Saved data entries:
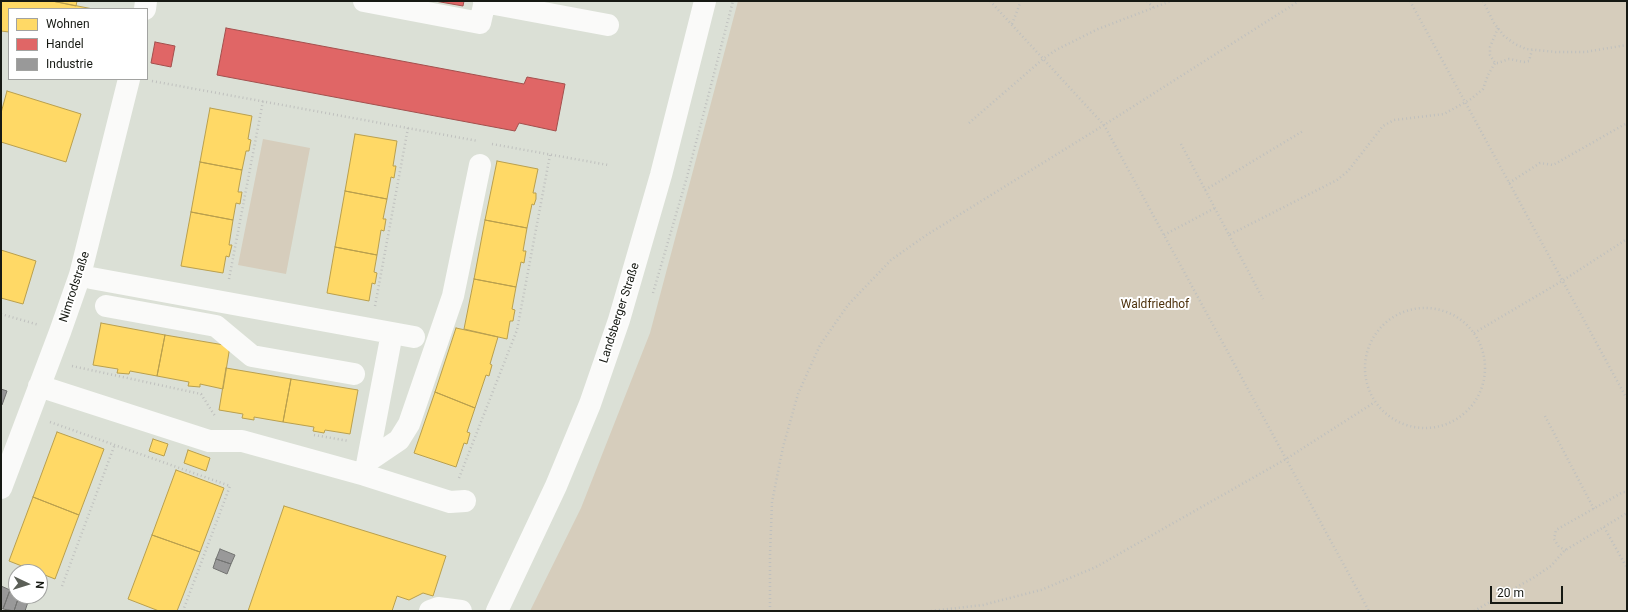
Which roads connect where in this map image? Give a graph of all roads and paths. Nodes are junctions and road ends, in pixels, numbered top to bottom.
1 (364, 1) edge
2 (705, 1) edge
3 (990, 1) edge
4 (1020, 1) edge
5 (1147, 1) edge
6 (1171, 1) edge
7 (1299, 1) edge
8 (1410, 1) edge
9 (1483, 1) edge
10 (484, 2) edge
11 (1154, 8) junction
12 (1012, 24) junction
13 (608, 25) dead end
14 (1498, 28) junction
15 (1627, 45) edge
16 (1532, 50) junction
17 (1043, 60) junction
18 (1495, 63) junction
19 (140, 80) edge
20 (263, 101) junction
21 (1465, 103) junction
22 (969, 123) dead end
23 (1627, 123) edge
24 (1104, 125) junction
25 (408, 128) junction
26 (1302, 131) dead end
27 (482, 142) dead end
28 (490, 143) dead end
29 (1181, 144) dead end
30 (550, 155) junction
31 (480, 165) dead end
32 (608, 166) dead end
33 (1508, 183) junction
34 (1205, 190) junction
35 (1215, 208) junction
36 (1164, 235) junction
37 (1229, 235) junction
38 (1627, 239) edge
39 (80, 275) junction
40 (1562, 281) junction
41 (122, 284) junction
42 (1263, 299) dead end
43 (225, 303) junction
44 (1, 314) edge
45 (381, 331) junction
46 (60, 332) junction
47 (1474, 333) junction
48 (414, 337) dead end
49 (71, 366) dead end
50 (354, 374) dead end
51 (40, 386) junction
52 (1627, 399) edge
53 (1375, 402) junction
54 (29, 415) junction
55 (1545, 416) dead end
56 (221, 417) dead end
57 (311, 434) dead end
58 (115, 444) junction
59 (1286, 459) junction
60 (368, 460) junction
61 (1, 488) edge
62 (1627, 492) edge
63 (458, 502) joint
64 (1594, 509) junction
65 (1627, 513) edge
66 (1604, 527) junction
67 (1567, 550) junction
68 (1627, 568) edge
69 (62, 586) dead end
70 (183, 611) edge
71 (430, 611) edge
72 (461, 611) edge
73 (497, 611) edge
74 (770, 611) edge
75 (932, 611) edge
76 (1368, 611) edge
77 (1474, 611) edge

1 - 10 street
2 - 73 street, Landsberger Straße
3 - 12 path
4 - 12 path
5 - 11 path
6 - 11 path
7 - 24 path
8 - 21 path
9 - 14 path
10 - 13 street
11 - 17 path
12 - 17 path
14 - 16 path
14 - 18 path
15 - 16 path
16 - 18 path
17 - 22 path
17 - 24 path
18 - 21 path
19 - 20 path
19 - 39 street, Nimrodstraße
20 - 25 path
20 - 43 path
21 - 33 path
21 - 37 path
23 - 33 path
24 - 36 path
24 - 74 path
25 - 27 path
25 - 45 path
26 - 34 path
28 - 30 path
29 - 34 path
30 - 32 path
30 - 63 path
31 - 60 street
33 - 40 path
34 - 35 path
35 - 36 path
35 - 37 path
36 - 59 path
37 - 42 path
38 - 40 path
39 - 41 street
39 - 46 street, Nimrodstraße
40 - 47 path
40 - 52 path
41 - 43 street
41 - 50 street
43 - 45 street
44 - 46 path
45 - 48 street
45 - 60 street
46 - 51 street, Nimrodstraße
47 - 53 path
47 - 53 path
49 - 56 path
51 - 54 street, Nimrodstraße
51 - 60 street
53 - 59 path
54 - 58 path
54 - 61 street, Nimrodstraße
55 - 64 path
57 - 60 path
58 - 69 path
58 - 70 path
59 - 75 path
59 - 76 path
60 - 63 street
62 - 64 path
64 - 67 path
65 - 66 path
66 - 67 path
66 - 68 path
67 - 77 path
71 - 72 street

(TASK DESCRIPTION) Please set the data above down exactly, with the pictures removed.

(RESPONSE FOR THIS EXERCISE)
Which roads connect where in this map image? Give a graph of all roads and paths. Nodes are junctions and road ends, in pixels, numbered top to bottom.
1 (364, 1) edge
2 (705, 1) edge
3 (990, 1) edge
4 (1020, 1) edge
5 (1147, 1) edge
6 (1171, 1) edge
7 (1299, 1) edge
8 (1410, 1) edge
9 (1483, 1) edge
10 (484, 2) edge
11 (1154, 8) junction
12 (1012, 24) junction
13 (608, 25) dead end
14 (1498, 28) junction
15 (1627, 45) edge
16 (1532, 50) junction
17 (1043, 60) junction
18 (1495, 63) junction
19 (140, 80) edge
20 (263, 101) junction
21 (1465, 103) junction
22 (969, 123) dead end
23 (1627, 123) edge
24 (1104, 125) junction
25 (408, 128) junction
26 (1302, 131) dead end
27 (482, 142) dead end
28 (490, 143) dead end
29 (1181, 144) dead end
30 (550, 155) junction
31 (480, 165) dead end
32 (608, 166) dead end
33 (1508, 183) junction
34 (1205, 190) junction
35 (1215, 208) junction
36 (1164, 235) junction
37 (1229, 235) junction
38 (1627, 239) edge
39 (80, 275) junction
40 (1562, 281) junction
41 (122, 284) junction
42 (1263, 299) dead end
43 (225, 303) junction
44 (1, 314) edge
45 (381, 331) junction
46 (60, 332) junction
47 (1474, 333) junction
48 (414, 337) dead end
49 (71, 366) dead end
50 (354, 374) dead end
51 (40, 386) junction
52 (1627, 399) edge
53 (1375, 402) junction
54 (29, 415) junction
55 (1545, 416) dead end
56 (221, 417) dead end
57 (311, 434) dead end
58 (115, 444) junction
59 (1286, 459) junction
60 (368, 460) junction
61 (1, 488) edge
62 (1627, 492) edge
63 (458, 502) joint
64 (1594, 509) junction
65 (1627, 513) edge
66 (1604, 527) junction
67 (1567, 550) junction
68 (1627, 568) edge
69 (62, 586) dead end
70 (183, 611) edge
71 (430, 611) edge
72 (461, 611) edge
73 (497, 611) edge
74 (770, 611) edge
75 (932, 611) edge
76 (1368, 611) edge
77 (1474, 611) edge

1 - 10 street
2 - 73 street, Landsberger Straße
3 - 12 path
4 - 12 path
5 - 11 path
6 - 11 path
7 - 24 path
8 - 21 path
9 - 14 path
10 - 13 street
11 - 17 path
12 - 17 path
14 - 16 path
14 - 18 path
15 - 16 path
16 - 18 path
17 - 22 path
17 - 24 path
18 - 21 path
19 - 20 path
19 - 39 street, Nimrodstraße
20 - 25 path
20 - 43 path
21 - 33 path
21 - 37 path
23 - 33 path
24 - 36 path
24 - 74 path
25 - 27 path
25 - 45 path
26 - 34 path
28 - 30 path
29 - 34 path
30 - 32 path
30 - 63 path
31 - 60 street
33 - 40 path
34 - 35 path
35 - 36 path
35 - 37 path
36 - 59 path
37 - 42 path
38 - 40 path
39 - 41 street
39 - 46 street, Nimrodstraße
40 - 47 path
40 - 52 path
41 - 43 street
41 - 50 street
43 - 45 street
44 - 46 path
45 - 48 street
45 - 60 street
46 - 51 street, Nimrodstraße
47 - 53 path
47 - 53 path
49 - 56 path
51 - 54 street, Nimrodstraße
51 - 60 street
53 - 59 path
54 - 58 path
54 - 61 street, Nimrodstraße
55 - 64 path
57 - 60 path
58 - 69 path
58 - 70 path
59 - 75 path
59 - 76 path
60 - 63 street
62 - 64 path
64 - 67 path
65 - 66 path
66 - 67 path
66 - 68 path
67 - 77 path
71 - 72 street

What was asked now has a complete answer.